Two men who attempted to smuggle Class A drugs into the UK through parcels disguised as containing tinned goods have been sentenced to a total of 15 years in prison, following a joint investigation by the Metropolitan Police Service and the National Crime Agency (NCA).
Daniel Kelly, 43 (26.10.78) of no fixed address was sentenced to six and a half years’ imprisonment for fraudulent evasion of a prohibition on the importation of a Class A drug (in essence importation of Class A drugs into the UK).
Steven Gilhooly, 43 (15.08.78) of no fixed address was sentenced to eight and a half years’ imprisonment for fraudulent evasion of a prohibition on the importation of a Class A drug (in essence importation of Class A drugs into the UK).
The pair were sentenced on Wednesday, 12 January at Snaresbook Crown Court. This comes after Kelly pleaded guilty at the same court on Tuesday, 4 January at the first day of trial, and Gilhooly was found guilty by the jury on Tuesday, 11 January.
The court heard that on the 20 and 24 December 2018, two parcels sent from St Lucia destined for addresses in Charlton and Greenwich in southeast London were seized by customs officials. Though they were described as containing tinned goods (specifically condensed coconut milk and beans), when subjected to forensic examination it was identified that secreted within the first parcel was 1.95kg of cocaine and in the second 792g of cocaine.
An investigation was commenced by the NCA, who identified two British nationals who had travelled to St Lucia in order to facilitate this importation into the United Kingdom. They made an International Letter of Request to Saint Lucian authorities requesting their assistance in this case, leading to vital evidence relating to the offences being obtained.
Enquiries established that officers from the Met’s Trident Team were conducting a separate investigation into the same individuals and a joint operation was commenced between the NCA and Met.

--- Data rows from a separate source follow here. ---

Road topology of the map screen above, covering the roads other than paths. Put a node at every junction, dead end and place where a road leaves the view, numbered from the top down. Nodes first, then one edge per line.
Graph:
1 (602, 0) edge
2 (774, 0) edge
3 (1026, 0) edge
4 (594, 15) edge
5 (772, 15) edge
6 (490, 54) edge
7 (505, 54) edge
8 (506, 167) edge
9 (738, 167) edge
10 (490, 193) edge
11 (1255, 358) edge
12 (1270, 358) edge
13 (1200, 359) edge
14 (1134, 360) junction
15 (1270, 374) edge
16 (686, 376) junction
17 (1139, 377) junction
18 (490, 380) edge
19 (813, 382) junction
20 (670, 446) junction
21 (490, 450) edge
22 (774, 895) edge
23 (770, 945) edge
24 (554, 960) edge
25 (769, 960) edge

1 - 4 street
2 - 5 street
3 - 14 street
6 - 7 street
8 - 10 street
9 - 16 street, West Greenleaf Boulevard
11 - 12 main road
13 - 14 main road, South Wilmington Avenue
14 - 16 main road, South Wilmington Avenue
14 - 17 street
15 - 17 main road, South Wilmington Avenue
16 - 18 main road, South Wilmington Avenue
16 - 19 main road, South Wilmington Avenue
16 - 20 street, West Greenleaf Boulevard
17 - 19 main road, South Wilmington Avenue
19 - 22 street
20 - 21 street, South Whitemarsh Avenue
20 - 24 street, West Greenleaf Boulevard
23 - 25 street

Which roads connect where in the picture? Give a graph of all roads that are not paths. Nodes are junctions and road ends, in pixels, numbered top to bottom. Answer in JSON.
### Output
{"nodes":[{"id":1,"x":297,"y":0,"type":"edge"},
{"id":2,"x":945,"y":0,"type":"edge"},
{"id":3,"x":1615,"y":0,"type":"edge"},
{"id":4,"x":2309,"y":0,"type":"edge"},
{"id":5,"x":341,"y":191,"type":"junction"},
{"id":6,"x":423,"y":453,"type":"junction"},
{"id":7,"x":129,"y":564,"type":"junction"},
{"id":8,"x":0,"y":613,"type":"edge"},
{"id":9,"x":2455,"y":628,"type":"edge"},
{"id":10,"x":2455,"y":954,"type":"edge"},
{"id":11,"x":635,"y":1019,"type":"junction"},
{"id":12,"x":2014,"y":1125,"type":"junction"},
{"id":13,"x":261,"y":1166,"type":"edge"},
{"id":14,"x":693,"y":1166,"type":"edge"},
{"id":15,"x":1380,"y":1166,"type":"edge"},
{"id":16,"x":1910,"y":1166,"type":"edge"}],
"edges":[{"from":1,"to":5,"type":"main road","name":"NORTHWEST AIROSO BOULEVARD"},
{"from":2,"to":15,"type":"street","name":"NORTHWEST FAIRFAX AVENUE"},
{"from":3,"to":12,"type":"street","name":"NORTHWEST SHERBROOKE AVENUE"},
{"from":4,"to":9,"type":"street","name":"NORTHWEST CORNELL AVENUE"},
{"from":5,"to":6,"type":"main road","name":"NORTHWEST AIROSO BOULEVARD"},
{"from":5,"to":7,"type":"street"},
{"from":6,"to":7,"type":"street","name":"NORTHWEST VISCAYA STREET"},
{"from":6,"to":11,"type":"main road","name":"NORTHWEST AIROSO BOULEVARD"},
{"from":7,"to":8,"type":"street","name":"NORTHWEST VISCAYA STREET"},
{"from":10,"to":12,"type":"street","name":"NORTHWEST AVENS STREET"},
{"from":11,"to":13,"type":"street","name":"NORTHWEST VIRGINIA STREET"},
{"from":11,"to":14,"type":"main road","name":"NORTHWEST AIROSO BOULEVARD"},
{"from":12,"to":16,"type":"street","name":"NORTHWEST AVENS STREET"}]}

A thorough investigation by officers revealed that in the build-up to this importation, Kelly and Gilhooly had purchased a machine can sealer and blank tin lids, allowing them to reseal tin cans. They had also purchased a number of condiments and items which would be sold in St. Lucia.
On 16 December 2018, both Kelly and Gilhooly had flown from London Gatwick to St Lucia, where on arrival they told officials that they were entering the country for a holiday and it was recorded that they had the can sealer within their luggage.
Officers established that the two parcels later found to contain cocaine were sent from a St. Lucian Post office by Kelly, who used a fake driving licence that had his image but false personal details as identification.
On 23 January 2020, Kelly was arrested from prison where he was serving time for a different offence. On the 9 March 2020, Gilhooly was arrested.
Both Kelly and Gilhooly were charged on 22 April 2021, with being concerned in the fraudulent evasion of a prohibition on the importation of a Class A drug (in essence importation of Class A drugs into the UK).
In total, 2.742kg of cocaine was recovered by officers with an estimated street value of £250,000.
Detective Inspector Matthew Webb from the Metropolitan Police Specialist Crime teams said: “The sentencing is the result of a long-term investigation by the Metropolitan Police Service and our partners.
I would like to offer my thanks to the officer in the case, Detective Constable Phil Price, the National Crime Agency, Border Force and Saint Lucian authorities who all worked together with us during the course of this protracted investigation.
“This should send a clear and strong message to those intent on penetrating our borders that offences of this nature are taken very seriously and we will leave no stone unturned in bringing them to justice. “Both men travelled to St. Lucia with the sole purpose of importing Class A drugs back into the United Kingdom. The miserable effect that drugs supply has on our communities is undeniable and inextricably linked to violence within our communities.
Both men were willing to take such risk with this offending – thinking they were beyond the reach of the law and hoping to monetise profits. Instead, they now face hefty prison sentences. I hope this provides them the opportunity to reflect on their behaviour and demonstrates that crime doesn’t pay.”
NCA Branch Commander Mark McCormack said: “We are determined to do all we can to tackle the international organised crime networks bringing class A drugs into the UK, where they are pedalled by the same street gangs we see involved in exploitation and violence.
“These men thought they could circumvent the UK’s border controls by utilising the fast parcel system, but this is a threat we and our law enforcement partners like Border Force and the MPS are alive to. Working with them we were able to stop this plot in its tracks, arrest and prosecute those involved, and prevent these drugs for being sold for criminal profit.”